Jika kita membandingkan pasal di atas dengan Pasal KUHP yang pernah dicabut oleh MK di tahun 2006. Pasal 134, Pasal 136 bis, Pasal 137 KUHP berbunyi sebagai berikut "Penghinaan yang dilakukan dengan sengaja terhadap presiden atau wakil presiden diancam dengan pidana paling lama 6 tahun atau pidana denda paling banyak empat ribu lima ratus rupiah". Dalam pasal 136 bis berbunyi pengertian penghinaan sebagaimana dimaksud dalam pasal 134 mencakup juga perumusan perbuatan dalam pasal 135. Jika itu dilakukan di luar kehadiran yang dihina baik dengan tingkah laku di muka umum maupun tidak di muka umum, baik lisan atau tulisan namun di hadapan lebih dari empat orang atau di hadapan orang ketiga bertentangan dengan kehendaknya dan oleh karena itu merasa tersinggung.
Alasan inkonstitusional dalam Pasal 134, Pasal 136 bis dan Pasal 137 KUHP sehingga dicabut oleh MK sangat berbeda dengan peraturan penghinaan Presiden dan Wakil Presiden pasal 218 sampai 220. Ada hal lain yang membedakan Pasal Penghinaan Presiden dalam RKUHP dengan pasal yang pernah dicabut oleh MK tersebut. Perbedaan ini terletak jika sebelumnya penghinaan Presiden dan Wakil Presiden termasuk dalam delik biasa, di dalam RKUHP tahun 2019 menjadi delik aduan. Secara sederhana delik aduan adalah perkara yang diadukan dalam pemrosesan perkara. Delik aduan yakni delik yang diproses apabila ada pengaduan dari korban dari tindak pidana. Siapa itu? Presiden dan Wakil Presiden atau lembaga negara. Jadi jika selama subjek hukum dalam perkara tersebut merasa terhina tapi tidak melakukan aduan, maka perkara tersebut tidak dapat diproses. Sebagai negara yang menjadikan Pancasila sebagai ideologi, Indonesia membentuk RKUHP berdasarkan Pancasila yang dalam sila pertama mengandung nilai-nilai ketuhanan tentu melarang perbuatan menghina. Sehingga pembentukan RKUHP menggunakan landasan nilai-nilai yang terkandung dalam Pancasila dan UUD Tahun 1945 sebagai amanat konstitusi negeri ini.
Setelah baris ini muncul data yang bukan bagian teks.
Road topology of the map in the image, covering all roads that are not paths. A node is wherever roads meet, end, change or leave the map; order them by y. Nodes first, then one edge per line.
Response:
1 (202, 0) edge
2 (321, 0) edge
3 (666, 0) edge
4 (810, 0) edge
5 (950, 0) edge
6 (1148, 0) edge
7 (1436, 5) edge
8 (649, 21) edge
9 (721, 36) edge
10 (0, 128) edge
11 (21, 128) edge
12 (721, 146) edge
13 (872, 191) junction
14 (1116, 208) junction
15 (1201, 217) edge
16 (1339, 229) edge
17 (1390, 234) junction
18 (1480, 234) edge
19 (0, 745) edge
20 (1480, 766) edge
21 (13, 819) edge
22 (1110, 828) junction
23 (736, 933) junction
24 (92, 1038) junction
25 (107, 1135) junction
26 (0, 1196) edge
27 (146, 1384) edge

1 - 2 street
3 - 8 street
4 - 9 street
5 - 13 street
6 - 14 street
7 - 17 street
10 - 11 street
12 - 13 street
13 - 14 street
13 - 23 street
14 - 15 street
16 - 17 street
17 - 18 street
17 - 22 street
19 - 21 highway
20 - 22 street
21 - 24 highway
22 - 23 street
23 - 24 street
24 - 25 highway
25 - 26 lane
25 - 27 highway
Kemudian perlu juga penulis terangkan kegiatan mengkritik dan menghina menjadi sub-bab tersendiri supaya tidak menjadi sesuatu yang abstrak dalam tulisan ini. Perbuatan kritik memang tidak identik dengan menghina, tapi dalam penyampaiannya kerap kali ada upaya nalar subjektif yang disampaikan seseorang sehingga dapat mengubah perspektif dari kritik yang sifatnya konstruktif menjadi destruktif. Karena di dalamnya terkandung maksud jahat seperti ucapan, tindakan, atau tulisan yang muncul sebagai ekspresi emosional dari orang yang menyampaikan kritik. Tentu kita tidak menginginkan hal itu terjadi. Maka perlu ditekankan sekali lagi bahwa esensi menghina menurut Pakar Hukum Pidana Fakultas Hukum UII, Dr. Mudzakir, S.H, M.H. adalah menyerang kehormatan atau nama baik. Penghinaan yang masuk dalam delik aduan seperti halnya pencemaran nama baik, fitnah, penghinaan ringan, pengaduan fitnah, persangkaan palsu, dan penghinaan kepada orang mati.
Fokus pada statment kebebasan berpendapat seseorang telah dibatasi. Dari dulu sampai sekarang setiap orang dalam melakukan apapun selalu dibatasi oleh hak orang lain. Sehingga penggunaan hak kebebasan yang menyampaikan pendapat tidak boleh melanggar kewajiban untuk menghormati harkat dan martabat orang lain.